Connect with a trusted friend or family member to whom you can share your feelings and concerns. If they’re like most people, they’ll likely share with you some of their concerns and instances of failure that made them feel low too.
When you reach out and connect with others, try not to focus on your negative feelings too much. It’s healthy and beneficial to share your feelings with someone you trust, but remember that you don’t always have to focus on negativity.
Consider if there’s an activity that you both enjoy or one that you would like to try, and do it with that person. Don’t deny your feelings, but don’t forget there is so much life to be lived and feelings to experience that it’s a shame to focus solely on your negative feelings.
7. Practice self-care
Feeling like a failure is not only unhelpful; it’s unhealthy. This type of thinking can lead us into a cycle of negative thought and behavior patterns that jeopardize our health, increasing our risk of social isolation, substance abuse, and stress-related physical and mental health issues.

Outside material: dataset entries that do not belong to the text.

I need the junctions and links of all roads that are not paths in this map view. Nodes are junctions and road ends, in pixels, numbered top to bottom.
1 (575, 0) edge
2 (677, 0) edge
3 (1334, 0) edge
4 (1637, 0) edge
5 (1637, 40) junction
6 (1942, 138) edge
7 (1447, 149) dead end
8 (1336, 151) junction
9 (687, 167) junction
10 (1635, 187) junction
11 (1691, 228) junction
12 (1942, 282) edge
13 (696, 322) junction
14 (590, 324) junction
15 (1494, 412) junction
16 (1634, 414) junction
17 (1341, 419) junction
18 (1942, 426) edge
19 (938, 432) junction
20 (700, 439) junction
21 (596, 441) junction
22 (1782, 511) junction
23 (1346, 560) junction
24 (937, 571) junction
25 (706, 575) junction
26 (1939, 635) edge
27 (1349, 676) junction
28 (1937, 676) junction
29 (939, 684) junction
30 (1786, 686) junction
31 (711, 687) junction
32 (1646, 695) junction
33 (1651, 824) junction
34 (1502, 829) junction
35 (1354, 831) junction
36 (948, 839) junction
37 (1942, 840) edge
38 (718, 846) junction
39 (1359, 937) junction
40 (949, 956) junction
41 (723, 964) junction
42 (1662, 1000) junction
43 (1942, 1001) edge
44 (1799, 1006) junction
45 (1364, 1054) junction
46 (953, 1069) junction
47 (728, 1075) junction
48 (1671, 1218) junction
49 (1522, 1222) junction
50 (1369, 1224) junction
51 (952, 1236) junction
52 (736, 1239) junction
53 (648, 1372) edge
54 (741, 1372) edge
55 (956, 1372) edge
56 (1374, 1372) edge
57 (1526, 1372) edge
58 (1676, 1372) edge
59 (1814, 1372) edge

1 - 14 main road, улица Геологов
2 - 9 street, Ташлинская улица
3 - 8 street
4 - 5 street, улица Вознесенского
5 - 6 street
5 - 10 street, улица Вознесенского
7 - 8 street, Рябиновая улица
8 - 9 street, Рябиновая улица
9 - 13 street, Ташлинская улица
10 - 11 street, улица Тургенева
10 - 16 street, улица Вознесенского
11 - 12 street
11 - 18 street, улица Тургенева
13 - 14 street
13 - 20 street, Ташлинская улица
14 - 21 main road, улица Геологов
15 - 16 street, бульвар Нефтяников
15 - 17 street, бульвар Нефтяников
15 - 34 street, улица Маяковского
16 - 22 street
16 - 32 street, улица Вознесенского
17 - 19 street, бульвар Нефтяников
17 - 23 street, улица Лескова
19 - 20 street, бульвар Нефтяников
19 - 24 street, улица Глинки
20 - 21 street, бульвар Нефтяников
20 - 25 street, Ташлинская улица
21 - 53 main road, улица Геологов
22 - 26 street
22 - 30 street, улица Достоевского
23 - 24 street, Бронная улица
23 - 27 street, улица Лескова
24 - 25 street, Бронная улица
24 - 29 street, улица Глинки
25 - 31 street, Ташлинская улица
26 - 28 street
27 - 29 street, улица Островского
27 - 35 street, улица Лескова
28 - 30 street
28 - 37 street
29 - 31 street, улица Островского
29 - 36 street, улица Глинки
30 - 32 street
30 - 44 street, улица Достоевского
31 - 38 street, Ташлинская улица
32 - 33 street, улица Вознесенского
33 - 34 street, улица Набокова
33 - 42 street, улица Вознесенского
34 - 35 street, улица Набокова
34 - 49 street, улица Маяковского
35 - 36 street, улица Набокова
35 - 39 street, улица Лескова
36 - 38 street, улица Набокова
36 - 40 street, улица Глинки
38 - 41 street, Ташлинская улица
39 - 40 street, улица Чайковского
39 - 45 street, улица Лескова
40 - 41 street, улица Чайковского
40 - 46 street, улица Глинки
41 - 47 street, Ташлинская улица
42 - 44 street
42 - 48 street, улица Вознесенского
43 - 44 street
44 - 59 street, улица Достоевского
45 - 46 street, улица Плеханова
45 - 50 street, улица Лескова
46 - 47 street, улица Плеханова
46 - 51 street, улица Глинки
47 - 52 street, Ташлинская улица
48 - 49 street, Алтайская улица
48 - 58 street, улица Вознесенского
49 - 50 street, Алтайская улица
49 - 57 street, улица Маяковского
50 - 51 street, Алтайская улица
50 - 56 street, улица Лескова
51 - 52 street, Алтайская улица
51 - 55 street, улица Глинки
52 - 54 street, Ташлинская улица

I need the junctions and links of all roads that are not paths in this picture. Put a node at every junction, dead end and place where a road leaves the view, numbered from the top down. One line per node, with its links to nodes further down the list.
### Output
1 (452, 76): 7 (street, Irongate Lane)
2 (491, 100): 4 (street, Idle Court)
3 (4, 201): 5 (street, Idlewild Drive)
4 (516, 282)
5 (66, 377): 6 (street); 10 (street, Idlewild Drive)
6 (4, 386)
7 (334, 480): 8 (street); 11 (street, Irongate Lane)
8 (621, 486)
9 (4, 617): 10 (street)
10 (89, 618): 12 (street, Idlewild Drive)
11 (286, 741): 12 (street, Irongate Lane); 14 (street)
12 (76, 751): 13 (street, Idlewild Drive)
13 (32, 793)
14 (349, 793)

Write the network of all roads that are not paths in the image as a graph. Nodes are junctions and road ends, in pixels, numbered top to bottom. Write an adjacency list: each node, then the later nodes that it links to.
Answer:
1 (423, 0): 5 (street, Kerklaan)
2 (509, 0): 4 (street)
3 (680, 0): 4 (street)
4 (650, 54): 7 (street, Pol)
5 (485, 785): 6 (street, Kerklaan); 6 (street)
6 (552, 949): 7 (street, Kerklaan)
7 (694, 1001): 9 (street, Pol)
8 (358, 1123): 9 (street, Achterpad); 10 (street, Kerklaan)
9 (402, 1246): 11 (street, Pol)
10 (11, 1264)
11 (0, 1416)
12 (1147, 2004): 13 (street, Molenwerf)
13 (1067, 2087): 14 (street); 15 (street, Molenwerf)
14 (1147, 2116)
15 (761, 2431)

It’s always important to practice self-care, no matter how you feel about yourself. Self-care isn’t about luxury and indulgence, but rather prioritizing your wants and needs and meeting them as much as possible to be the best version of yourself. Self-care practices look different for everyone but generally, they include:
- Eating healthy, whole foods
- Exercising regularly
- Forming and maintaining strong social bonds
- Getting enough sleep (7-9 hours a night)
8. Ask for help
Even though failure is a normal part of life, it can impact our emotional well-being and lead to a cascade of difficult feelings, including depression, anxiety, negative self-talk, and self-loathing.
If you struggle to cope with failure and you’re beginning to feel helpless, or like you want to give up, please don’t hesitate to reach out for help. Depression and anxiety are common and highly destructive and can significantly reduce your quality of life.
The good news is that effective and informed treatment and support are available. Don’t be afraid to reach out to a counselor or therapist if your feelings concern you.
A mental health professional can help you address your relationship with failure and help you build practical tools and techniques to cope with your negative feelings.
Conclusion
To sum up, one of the most important things to remember if you feel like a failure is that you’re not, despite what your negative inner critic claims.
Thinking you’re a failure is a maladaptive way of thinking and helps no one, and can make you lose sight of your inherent worth and purpose. It’s often a learned belief and can have a powerful influence over your life until you finally break free from it.
Though in the throes of negativity and perceived total failure, you might not even believe that things can get better; they can. However, they won’t get better if you don’t decide to make a conscious effort to shift your perspective and attitude, moving forward and commit to living a healthier, more positive life and better future.